### Assigned task
Among the lines of the records below, copy those that hold the word "BARABARA".

### Material shown

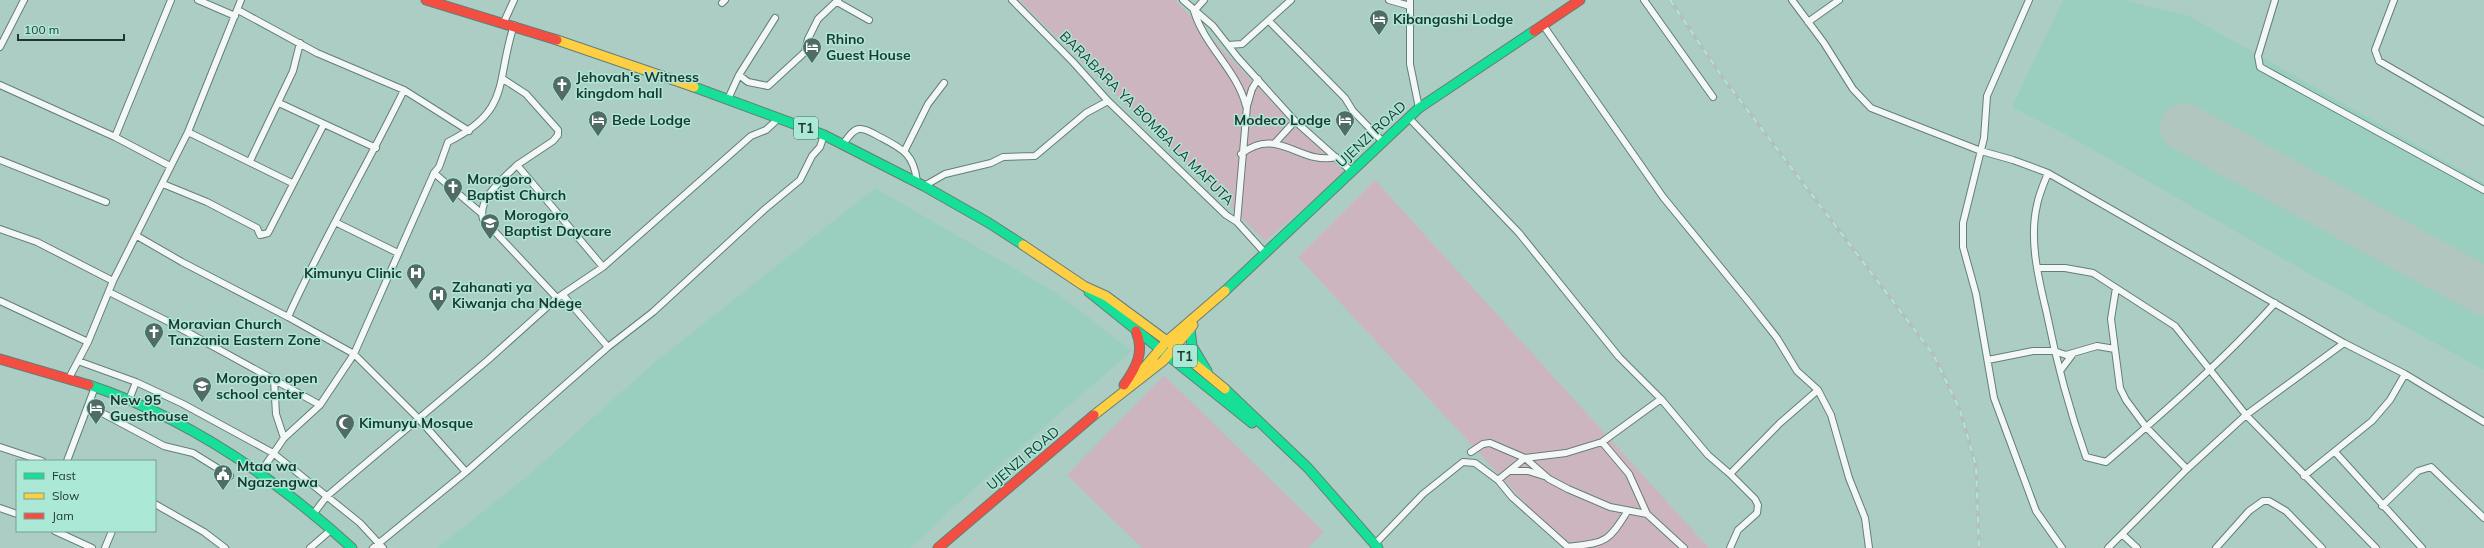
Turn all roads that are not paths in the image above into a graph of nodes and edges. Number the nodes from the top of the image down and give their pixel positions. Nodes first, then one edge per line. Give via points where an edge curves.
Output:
1 (24, 0) edge
2 (171, 0) edge
3 (198, 0) edge
4 (241, 0) edge
5 (426, 0) edge
6 (514, 0) edge
7 (1012, 0) edge
8 (1183, 0) edge
9 (1204, 0) edge
10 (1291, 0) edge
11 (1388, 0) edge
12 (1580, 0) edge
13 (1644, 0) edge
14 (1792, 0) edge
15 (1839, 0) edge
16 (2029, 0) edge
17 (2275, 0) edge
18 (2394, 0) edge
19 (838, 1) edge
20 (1410, 3) edge
21 (1194, 12) junction
22 (236, 13) junction
23 (775, 18) dead end
24 (869, 20) dead end
25 (1269, 21) junction
26 (1808, 22) junction
27 (502, 25) junction
28 (1543, 25) junction
29 (514, 26) junction
30 (300, 43) junction
31 (1242, 44) junction
32 (1228, 45) junction
33 (0, 47) edge
34 (1238, 58) junction
35 (739, 75) junction
36 (503, 79) junction
37 (1258, 79) junction
38 (944, 83) dead end
39 (0, 86) edge
40 (404, 90) junction
41 (1712, 97) dead end
42 (728, 98) junction
43 (1108, 101) junction
44 (279, 103) junction
45 (1246, 106) junction
46 (1419, 108) junction
47 (780, 117) junction
48 (1409, 118) junction
49 (1295, 121) junction
50 (2484, 122) edge
51 (324, 124) junction
52 (469, 131) junction
53 (188, 132) junction
54 (824, 135) junction
55 (115, 137) junction
56 (1383, 142) junction
57 (1275, 143) junction
58 (844, 144) junction
59 (376, 148) junction
60 (904, 150) junction
61 (1981, 151) junction
62 (1241, 154) junction
63 (1336, 157) junction
64 (0, 160) edge
65 (250, 161) junction
66 (517, 165) junction
67 (170, 166) junction
68 (434, 172) junction
69 (1352, 172) junction
70 (2048, 173) junction
71 (292, 183) junction
72 (163, 184) junction
73 (921, 185) junction
74 (2484, 190) edge
75 (106, 202) dead end
76 (481, 214) junction
77 (335, 222) junction
78 (1237, 222) junction
79 (0, 229) edge
80 (137, 236) junction
81 (398, 253) junction
82 (1265, 253) junction
83 (603, 267) junction
84 (2036, 268) junction
85 (113, 281) junction
86 (1084, 286) junction
87 (2116, 288) junction
88 (109, 292) junction
89 (563, 295) junction
90 (557, 298) junction
91 (0, 301) edge
92 (2275, 302) junction
93 (1201, 314) junction
94 (288, 317) junction
95 (1133, 326) junction
96 (1190, 329) junction
97 (88, 342) junction
98 (2344, 343) junction
99 (1164, 344) junction
100 (608, 347) junction
101 (1175, 348) junction
102 (2115, 349) junction
103 (2054, 351) junction
104 (354, 354) junction
105 (2074, 354) junction
106 (1169, 355) junction
107 (0, 359) edge
108 (1988, 360) junction
109 (78, 361) junction
110 (2210, 369) junction
111 (2060, 371) junction
112 (2405, 374) junction
113 (1209, 375) junction
114 (69, 378) junction
115 (274, 380) junction
116 (136, 382) junction
117 (95, 387) junction
118 (1126, 389) junction
119 (1818, 390) junction
120 (1661, 399) junction
121 (129, 400) junction
122 (1112, 400) junction
123 (320, 405) junction
124 (89, 406) junction
125 (2246, 415) junction
126 (419, 419) junction
127 (2484, 422) edge
128 (2146, 427) junction
129 (284, 438) junction
130 (1276, 439) junction
131 (1602, 442) junction
132 (0, 448) edge
133 (1471, 452) dead end
134 (2335, 452) junction
135 (274, 453) junction
136 (1525, 458) junction
137 (39, 460) edge
138 (67, 460) edge
139 (2187, 469) junction
140 (1510, 471) junction
141 (466, 472) junction
142 (260, 473) junction
143 (1730, 474) junction
144 (230, 476) dead end
145 (2304, 476) junction
146 (1548, 478) junction
147 (1498, 480) junction
148 (328, 496) junction
149 (156, 505) edge
150 (2382, 506) junction
151 (0, 508) edge
152 (1627, 512) junction
153 (314, 513) junction
154 (16, 514) edge
155 (1647, 514) junction
156 (2484, 518) edge
157 (332, 529) junction
158 (57, 532) edge
159 (112, 532) edge
160 (2122, 534) junction
161 (379, 542) junction
162 (2416, 543) junction
163 (1376, 546) edge
164 (313, 547) edge
165 (92, 548) edge
166 (105, 548) edge
167 (225, 548) edge
168 (352, 548) edge
169 (373, 548) edge
170 (383, 548) edge
171 (938, 548) edge
172 (1568, 548) edge
173 (1684, 548) edge
174 (1730, 548) edge
175 (1869, 548) edge
176 (2062, 548) edge
177 (2108, 548) edge
178 (2137, 548) edge
179 (2216, 548) edge
180 (2322, 548) edge
181 (2376, 548) edge
182 (2411, 548) edge
183 (2422, 548) edge

1 - 33 street
2 - 55 street
3 - 22 street
4 - 22 street
5 - 27 main road, T1
6 - 27 street
7 - 43 street, BARABARA YA BOMBA LA MAFUTA
8 - 21 street
9 - 21 street
10 - 25 street
11 - 20 street
12 - 28 main road, UJENZI ROAD
13 - 41 street
14 - 26 street
15 - 26 street
16 - 61 street via 1987,96
17 - 74 street via 2258,56 2260,67
18 - 50 street via 2375,50 2379,61
19 - 24 street
19 - 35 street via 818,19 805,52 768,86 748,82
20 - 46 street via 1410,64
21 - 32 street via 1213,26
21 - 45 street via 1199,26 1240,86
22 - 30 street
22 - 53 street
23 - 35 street
25 - 31 street
25 - 56 street via 1345,98 1353,111
26 - 61 street via 1853,89 1871,108
27 - 29 main road, T1
28 - 46 main road, UJENZI ROAD
28 - 119 street via 1663,197 1777,338 1797,372
29 - 36 street via 504,61
29 - 42 main road, T1
30 - 40 street
30 - 44 street via 293,71
31 - 32 street
31 - 34 street
32 - 34 street
34 - 37 street
35 - 42 street
36 - 52 street via 493,106
36 - 66 street via 526,94 558,130 554,140
37 - 45 street
37 - 49 street
38 - 60 street via 928,104
39 - 55 street
40 - 52 street
40 - 59 street
42 - 47 main road, T1
43 - 73 street via 1080,118 1035,156 1003,157 991,163 945,174
43 - 78 street, BARABARA YA BOMBA LA MAFUTA
44 - 51 street
44 - 65 street
45 - 62 street
46 - 48 main road, UJENZI ROAD
47 - 54 main road, T1
47 - 83 street via 766,130 751,136
48 - 56 main road, UJENZI ROAD
48 - 120 street via 1519,233 1619,356
49 - 57 street
49 - 63 street
51 - 59 street
51 - 71 street
52 - 68 street via 448,142 439,167
53 - 65 street
53 - 67 street
54 - 58 main road, T1
54 - 100 street via 820,147 812,156 808,169 800,180 759,214 653,312
55 - 67 street
56 - 69 main road, UJENZI ROAD
57 - 62 street via 1252,146
57 - 63 street via 1318,159
58 - 60 street via 853,132 859,129 867,130
58 - 73 main road, T1
59 - 77 street
60 - 73 street via 911,159
61 - 70 street
61 - 108 street via 1962,223 1963,247 1976,294
62 - 78 street
63 - 69 street
64 - 75 street
65 - 71 street
66 - 76 street via 495,185
66 - 83 street
67 - 72 street
68 - 76 street
68 - 81 street
69 - 82 main road, UJENZI ROAD
70 - 84 street via 2037,205 2034,234
70 - 92 street
71 - 72 street via 268,233 260,235 257,228 207,202
72 - 80 street
73 - 86 main road, T1 via 1016,240
76 - 90 street via 489,227
77 - 81 street
77 - 94 street via 300,286
78 - 82 street, BARABARA YA BOMBA LA MAFUTA
79 - 85 street via 37,242
80 - 85 street
80 - 94 street
81 - 104 street
82 - 93 main road, UJENZI ROAD
83 - 89 street
84 - 87 street via 2065,268 2093,273
84 - 103 street
85 - 88 street
86 - 95 main road, T1 via 1091,295
86 - 99 main road, T1 via 1106,296
87 - 102 street via 2112,319
87 - 110 street via 2175,326
88 - 97 street
88 - 115 street
89 - 90 street
89 - 100 street
90 - 126 street
91 - 97 street
92 - 98 street
92 - 110 street via 2253,328
93 - 96 main road, UJENZI ROAD
93 - 99 main road, UJENZI ROAD
94 - 104 street
95 - 99 main road, T1
95 - 122 main road via 1142,343 1142,350
96 - 101 main road, UJENZI ROAD
96 - 113 main road via 1193,349
97 - 109 street
98 - 112 street
98 - 125 street
99 - 101 main road, T1
99 - 106 main road, T1
99 - 118 main road, UJENZI ROAD
100 - 141 street
101 - 106 main road, UJENZI ROAD
101 - 113 main road, T1
102 - 105 street via 2097,346
102 - 128 street via 2120,388
103 - 105 street via 2066,355
103 - 108 street via 2033,351
103 - 111 street
104 - 123 street
104 - 126 street
105 - 111 street
106 - 118 main road, UJENZI ROAD
106 - 130 main road, T1 via 1257,428
107 - 114 main road
108 - 176 street via 1994,398 2036,511
109 - 114 street
109 - 116 street
110 - 125 street
110 - 128 street
111 - 128 street via 2072,418 2086,457 2106,462
112 - 127 street
112 - 134 street via 2386,406
113 - 130 main road, T1 via 1241,402
114 - 117 main road
115 - 123 street
115 - 129 street via 276,414
116 - 121 street
116 - 135 street
117 - 121 main road
117 - 124 street
118 - 122 main road, UJENZI ROAD
119 - 143 street via 1780,423
119 - 175 street via 1831,415 1849,478 1865,518
120 - 131 street
120 - 143 street via 1708,455
121 - 142 main road via 216,443
122 - 171 main road, UJENZI ROAD
123 - 129 street
124 - 138 street
124 - 144 street via 164,446 193,453
125 - 139 street
125 - 145 street
126 - 141 street
126 - 148 street
128 - 139 street
129 - 135 street
130 - 163 main road, T1 via 1308,468
131 - 136 street via 1566,452
131 - 155 street via 1629,474
132 - 137 street
133 - 136 street via 1482,444 1490,443
134 - 145 street
134 - 150 street
135 - 142 street
135 - 148 street
136 - 140 street
136 - 146 street
139 - 160 street
140 - 146 street via 1528,471
140 - 147 street
141 - 161 street
142 - 153 main road
143 - 174 street via 1758,505 1757,513 1738,530
145 - 181 street
146 - 152 street via 1588,498
147 - 163 street via 1475,463 1463,462 1423,494
147 - 172 street via 1512,497
148 - 153 street
148 - 161 street
149 - 167 street via 204,532
150 - 156 street via 2418,471 2431,467
150 - 162 street
151 - 154 street
152 - 155 street
152 - 172 street via 1613,535 1602,542
153 - 157 main road
155 - 173 street
157 - 164 street
157 - 168 main road
158 - 165 street
159 - 166 street
160 - 177 street
160 - 178 street
161 - 169 street
161 - 170 street
162 - 182 street
162 - 183 street
179 - 180 street via 2249,511 2263,501 2269,501 2286,511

######

### Written response
7 - 43 street, BARABARA YA BOMBA LA MAFUTA
43 - 78 street, BARABARA YA BOMBA LA MAFUTA
78 - 82 street, BARABARA YA BOMBA LA MAFUTA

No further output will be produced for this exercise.